* _ACTION ITEM_
Check each line of the entries below for the string "than"; copy every line where it appears.

═════ MATERIAL FOR THIS EXERCISE

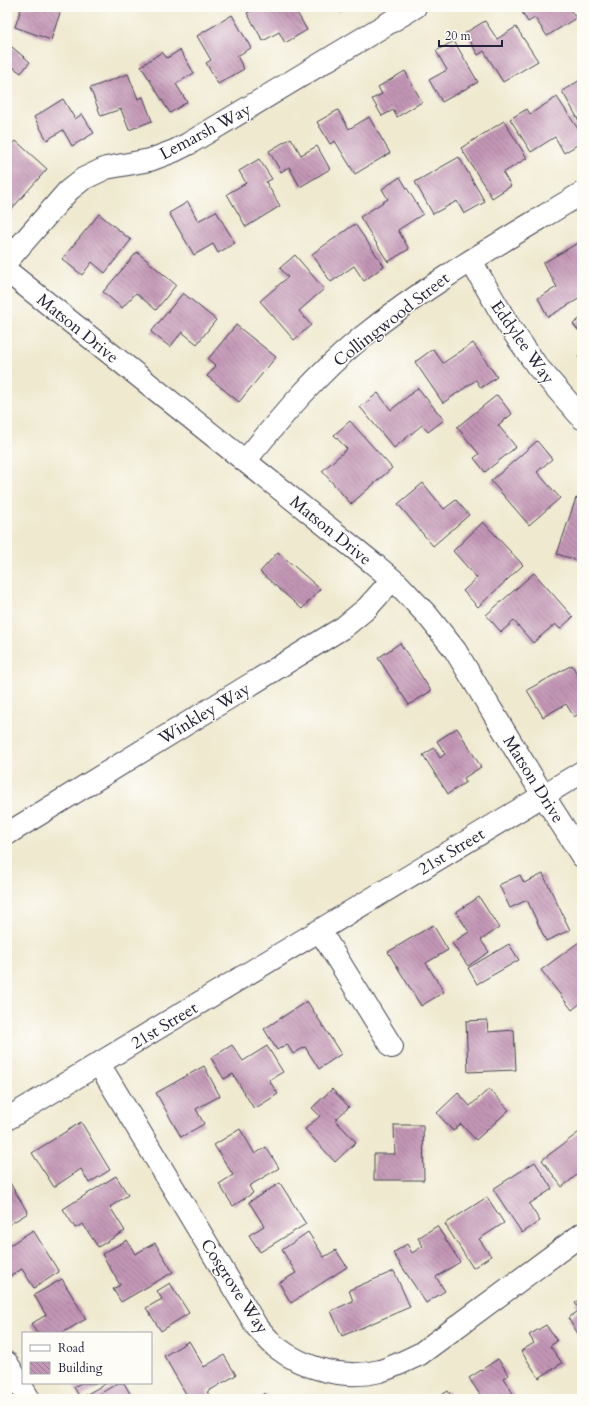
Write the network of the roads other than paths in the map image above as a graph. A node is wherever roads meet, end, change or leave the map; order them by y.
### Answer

══════════
═════ MATERIAL FOR THIS EXERCISE

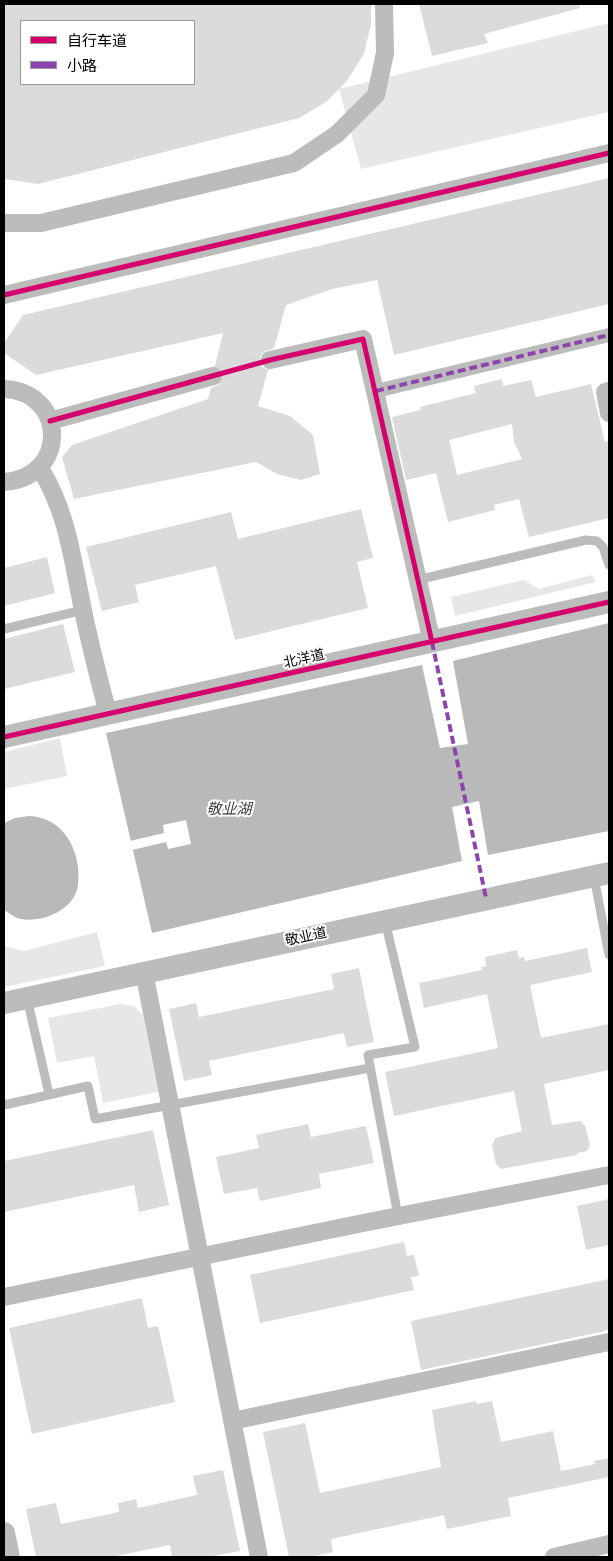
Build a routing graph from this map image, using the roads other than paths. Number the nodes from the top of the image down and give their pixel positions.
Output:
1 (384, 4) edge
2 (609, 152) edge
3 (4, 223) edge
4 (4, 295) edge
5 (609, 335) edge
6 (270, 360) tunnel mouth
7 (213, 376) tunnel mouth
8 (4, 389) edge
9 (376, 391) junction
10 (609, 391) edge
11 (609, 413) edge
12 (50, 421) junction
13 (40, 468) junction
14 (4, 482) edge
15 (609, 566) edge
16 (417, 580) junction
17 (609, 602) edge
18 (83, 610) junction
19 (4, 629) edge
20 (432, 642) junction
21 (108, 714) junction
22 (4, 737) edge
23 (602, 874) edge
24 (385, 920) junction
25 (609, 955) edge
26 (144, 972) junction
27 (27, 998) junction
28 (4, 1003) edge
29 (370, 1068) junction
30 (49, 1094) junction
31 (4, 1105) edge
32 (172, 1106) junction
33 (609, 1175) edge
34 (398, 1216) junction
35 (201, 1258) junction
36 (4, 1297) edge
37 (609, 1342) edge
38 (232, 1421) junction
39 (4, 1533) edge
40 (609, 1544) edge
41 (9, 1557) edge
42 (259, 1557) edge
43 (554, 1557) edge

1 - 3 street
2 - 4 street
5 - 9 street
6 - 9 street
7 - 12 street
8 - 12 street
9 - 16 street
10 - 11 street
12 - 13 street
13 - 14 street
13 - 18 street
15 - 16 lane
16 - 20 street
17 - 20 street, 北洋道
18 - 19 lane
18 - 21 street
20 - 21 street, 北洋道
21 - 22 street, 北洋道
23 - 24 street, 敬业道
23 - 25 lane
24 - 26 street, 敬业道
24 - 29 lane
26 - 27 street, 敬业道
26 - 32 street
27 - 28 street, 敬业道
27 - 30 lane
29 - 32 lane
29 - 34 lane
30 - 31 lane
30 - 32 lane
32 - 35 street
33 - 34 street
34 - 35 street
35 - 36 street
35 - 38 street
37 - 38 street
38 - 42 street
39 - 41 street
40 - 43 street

══════════
═════ MATERIAL FOR THIS EXERCISE

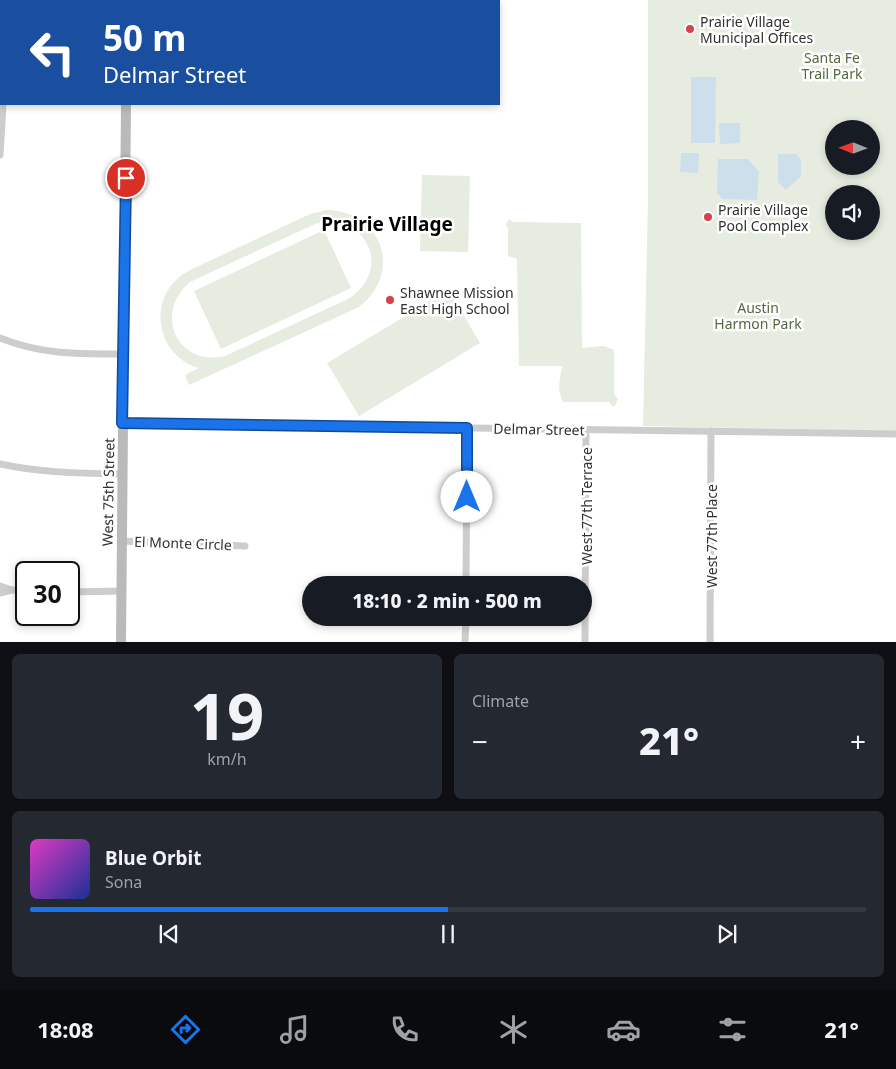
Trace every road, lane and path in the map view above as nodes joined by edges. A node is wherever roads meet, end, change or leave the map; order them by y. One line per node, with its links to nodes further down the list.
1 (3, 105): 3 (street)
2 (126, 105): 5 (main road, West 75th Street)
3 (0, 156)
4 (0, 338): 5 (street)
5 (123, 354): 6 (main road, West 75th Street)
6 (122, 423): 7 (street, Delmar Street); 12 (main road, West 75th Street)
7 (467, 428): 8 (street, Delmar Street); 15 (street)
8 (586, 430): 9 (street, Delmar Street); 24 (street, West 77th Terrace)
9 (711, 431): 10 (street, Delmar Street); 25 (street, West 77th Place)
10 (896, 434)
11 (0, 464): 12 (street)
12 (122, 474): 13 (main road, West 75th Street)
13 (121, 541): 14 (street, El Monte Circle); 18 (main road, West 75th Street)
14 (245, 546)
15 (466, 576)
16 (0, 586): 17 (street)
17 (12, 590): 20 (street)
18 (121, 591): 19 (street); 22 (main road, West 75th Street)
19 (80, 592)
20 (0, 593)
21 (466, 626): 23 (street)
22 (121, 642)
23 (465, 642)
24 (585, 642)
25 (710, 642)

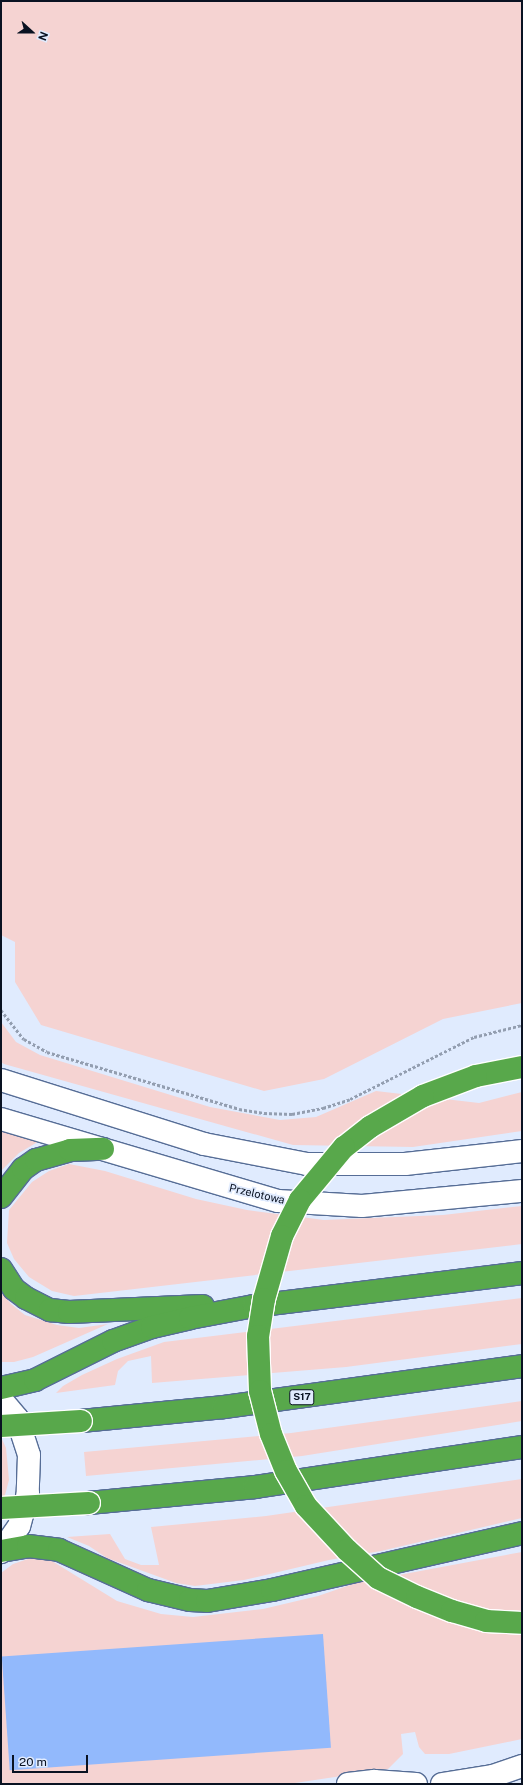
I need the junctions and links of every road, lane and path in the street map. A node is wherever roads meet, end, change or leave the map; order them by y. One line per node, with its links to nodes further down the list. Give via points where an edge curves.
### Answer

══════════

* _EXPECTED ANSWER_
Write the network of the roads other than paths in the map image above as a graph. A node is wherever roads meet, end, change or leave the map; order them by y.
Build a routing graph from this map image, using the roads other than paths. Number the nodes from the top of the image down and give their pixel positions.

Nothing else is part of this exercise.